Gladyatörler, Süper NATO’nun Gladyatörleri, bütün darbeciler, Mafya babaları, Derin devlet adamları, Pankreas güreşi tutkuları, Horoz dövüşçüleri ya da Rus ruleti oynayanlar, Boğa güreşinden keyf alanlar hepsi bu gruptaki insanlardır. Survivor tiplemesi, post modern bağımlılık tipidir.

Olimpiyatlarda, o en hızlı, en yüksek, geldim, gördüm anlayışının farklı bir versiyonudur bu. Ve giderek kendi kıyafetini, cinsiyetini, müziğini, kıyafetini, yaşam tarzını, üreten bir sektöre döndü. İlginç bir şekilde bu oyunda kadın-erkek birlikte yarışıyor. Hepsi vücud yapmaya, değişen zor şartlara karşı direnç kazanmaya çalışan bir kişilik sergiliyorlar. Ve doğal (!) bir ortamda tarzan gibi yaşıyorlar. Bunun başka versiyonunda canlı böcek yiyenler, vahşi hayvanlarla oynayanlar da var. “Kural dışı”lık bir meziyet. Hadi olimpiyatlardan esinlenmelerini anladık da bu gelinen süreçte DSÖ selam çakmalarını anlayamadık. Çünkü bunlar üzerinden 5G’ciler, Chip’çiler, Starlinkçiler, Neurolinkçiler sanki birilerine bir mesaj vermeye çalışıyorlar.

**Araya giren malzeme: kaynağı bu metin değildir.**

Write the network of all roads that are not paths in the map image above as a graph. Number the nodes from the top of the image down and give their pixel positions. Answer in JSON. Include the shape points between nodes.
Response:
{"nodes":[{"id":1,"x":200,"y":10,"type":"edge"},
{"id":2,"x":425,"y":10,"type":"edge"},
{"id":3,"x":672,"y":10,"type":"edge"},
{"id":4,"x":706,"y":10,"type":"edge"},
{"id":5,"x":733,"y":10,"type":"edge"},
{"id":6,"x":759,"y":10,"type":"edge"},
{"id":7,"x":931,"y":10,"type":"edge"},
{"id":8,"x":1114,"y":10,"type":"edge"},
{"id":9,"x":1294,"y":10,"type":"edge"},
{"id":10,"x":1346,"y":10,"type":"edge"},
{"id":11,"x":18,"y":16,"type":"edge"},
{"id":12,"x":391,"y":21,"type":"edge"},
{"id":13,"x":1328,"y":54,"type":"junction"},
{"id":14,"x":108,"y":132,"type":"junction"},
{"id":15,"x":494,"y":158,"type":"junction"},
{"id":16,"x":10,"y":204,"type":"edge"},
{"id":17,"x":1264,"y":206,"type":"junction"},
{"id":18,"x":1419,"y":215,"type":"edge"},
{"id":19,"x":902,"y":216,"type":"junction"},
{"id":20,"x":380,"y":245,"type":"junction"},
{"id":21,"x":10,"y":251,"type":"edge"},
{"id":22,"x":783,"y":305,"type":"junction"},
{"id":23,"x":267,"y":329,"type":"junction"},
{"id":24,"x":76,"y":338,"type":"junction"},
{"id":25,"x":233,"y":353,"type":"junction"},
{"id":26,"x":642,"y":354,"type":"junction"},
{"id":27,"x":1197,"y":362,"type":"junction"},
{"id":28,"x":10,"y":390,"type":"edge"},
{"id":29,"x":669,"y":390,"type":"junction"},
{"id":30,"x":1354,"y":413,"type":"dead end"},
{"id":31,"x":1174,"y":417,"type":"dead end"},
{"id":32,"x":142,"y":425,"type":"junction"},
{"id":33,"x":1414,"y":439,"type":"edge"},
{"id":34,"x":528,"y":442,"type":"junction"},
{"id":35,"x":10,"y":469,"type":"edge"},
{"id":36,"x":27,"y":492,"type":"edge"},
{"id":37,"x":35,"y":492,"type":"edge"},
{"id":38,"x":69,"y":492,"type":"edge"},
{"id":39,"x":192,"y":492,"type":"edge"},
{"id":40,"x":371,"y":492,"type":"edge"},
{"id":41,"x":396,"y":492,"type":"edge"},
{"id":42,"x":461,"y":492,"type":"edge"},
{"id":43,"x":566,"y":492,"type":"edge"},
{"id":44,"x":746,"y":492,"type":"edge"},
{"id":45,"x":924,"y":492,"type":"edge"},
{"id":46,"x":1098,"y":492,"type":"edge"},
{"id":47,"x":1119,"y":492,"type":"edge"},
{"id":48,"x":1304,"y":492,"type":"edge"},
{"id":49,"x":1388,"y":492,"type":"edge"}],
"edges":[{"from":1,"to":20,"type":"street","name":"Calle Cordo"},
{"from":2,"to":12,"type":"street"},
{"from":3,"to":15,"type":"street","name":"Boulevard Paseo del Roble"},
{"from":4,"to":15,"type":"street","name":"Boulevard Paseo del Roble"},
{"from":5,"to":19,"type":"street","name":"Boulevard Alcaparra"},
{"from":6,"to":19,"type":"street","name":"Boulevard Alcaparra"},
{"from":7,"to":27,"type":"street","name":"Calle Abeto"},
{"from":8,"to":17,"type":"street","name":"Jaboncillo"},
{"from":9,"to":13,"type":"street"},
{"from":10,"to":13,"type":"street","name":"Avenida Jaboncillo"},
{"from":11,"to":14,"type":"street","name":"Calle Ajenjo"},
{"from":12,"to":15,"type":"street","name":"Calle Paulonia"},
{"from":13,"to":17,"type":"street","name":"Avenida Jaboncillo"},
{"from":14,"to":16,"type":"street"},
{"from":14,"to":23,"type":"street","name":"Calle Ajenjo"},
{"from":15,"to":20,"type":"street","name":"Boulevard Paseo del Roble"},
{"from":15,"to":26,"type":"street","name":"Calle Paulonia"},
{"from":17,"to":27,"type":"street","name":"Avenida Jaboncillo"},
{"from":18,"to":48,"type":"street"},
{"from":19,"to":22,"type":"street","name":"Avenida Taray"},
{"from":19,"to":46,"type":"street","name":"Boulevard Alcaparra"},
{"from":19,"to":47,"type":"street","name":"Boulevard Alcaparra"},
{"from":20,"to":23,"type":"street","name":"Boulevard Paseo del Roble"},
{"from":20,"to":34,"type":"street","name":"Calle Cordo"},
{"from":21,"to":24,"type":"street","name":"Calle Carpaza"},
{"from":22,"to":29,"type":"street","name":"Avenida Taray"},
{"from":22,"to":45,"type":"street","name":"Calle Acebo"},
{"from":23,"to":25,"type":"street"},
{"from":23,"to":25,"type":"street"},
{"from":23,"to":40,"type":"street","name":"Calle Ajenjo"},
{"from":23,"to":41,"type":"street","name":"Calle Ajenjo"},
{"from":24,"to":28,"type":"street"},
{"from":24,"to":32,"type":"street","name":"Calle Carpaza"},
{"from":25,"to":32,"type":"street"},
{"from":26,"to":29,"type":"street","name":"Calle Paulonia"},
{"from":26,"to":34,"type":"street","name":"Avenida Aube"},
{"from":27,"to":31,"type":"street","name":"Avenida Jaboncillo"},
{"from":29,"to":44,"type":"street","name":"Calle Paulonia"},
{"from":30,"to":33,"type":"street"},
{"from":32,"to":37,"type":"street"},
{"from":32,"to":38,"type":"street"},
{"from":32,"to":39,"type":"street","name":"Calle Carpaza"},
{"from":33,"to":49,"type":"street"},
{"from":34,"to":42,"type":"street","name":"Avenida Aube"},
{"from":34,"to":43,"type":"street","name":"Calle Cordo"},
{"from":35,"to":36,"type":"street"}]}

Evet biliyoruz artık enerji içeceğine gerek yok, biorezonans ile de T tipi bu “birey”ler, Elon Musk abilerinin desteğinde Strex kanallarını açıp, daha yüksek hazza ulaşabiliyorlar. Yüksek haz ve aynı zamanda aynı kanallardan beslenen sex bağımlısı insanların unisex kişiliklerinin modellenmesi ile cinsiyetsizleştirme operasyonu hakkında bizim “yöneticilerimiz” ne düşünüyorlar aceba!

Şüphesiz heyecan da fıtri ve güzel bir duygudur, merak da ama her şeyin aşırısı tehlikelidir. Hüzün ve çile de anlamlı ve değerlidir. Dünya bir “oyun ve eğlence yeri” olmadığı için “mütrefinler”, yani zevk ve refah peşinde koşanlar kınanırlar. Macera yaşayabilir insan, ama maceraperest olmak risklidir.

Sağlık Bakanlığı, Gençlik, Aile, Kültür Milli Eğitim, Gıda Tarım ve Şehircilik Bakanlığı yetkilileri hedonist bir nesil üzerinden geleceğin mütrefin toplumu inşa etmek üzere yola çıkan ve artık bir bağımlılık düzeyine gelecek toplumun geleceği için tehdit noktasına gelen bu “salgın” karşısında bir şey yapmayı düşünüyorlar mı aceba! Selâm ve dua ile.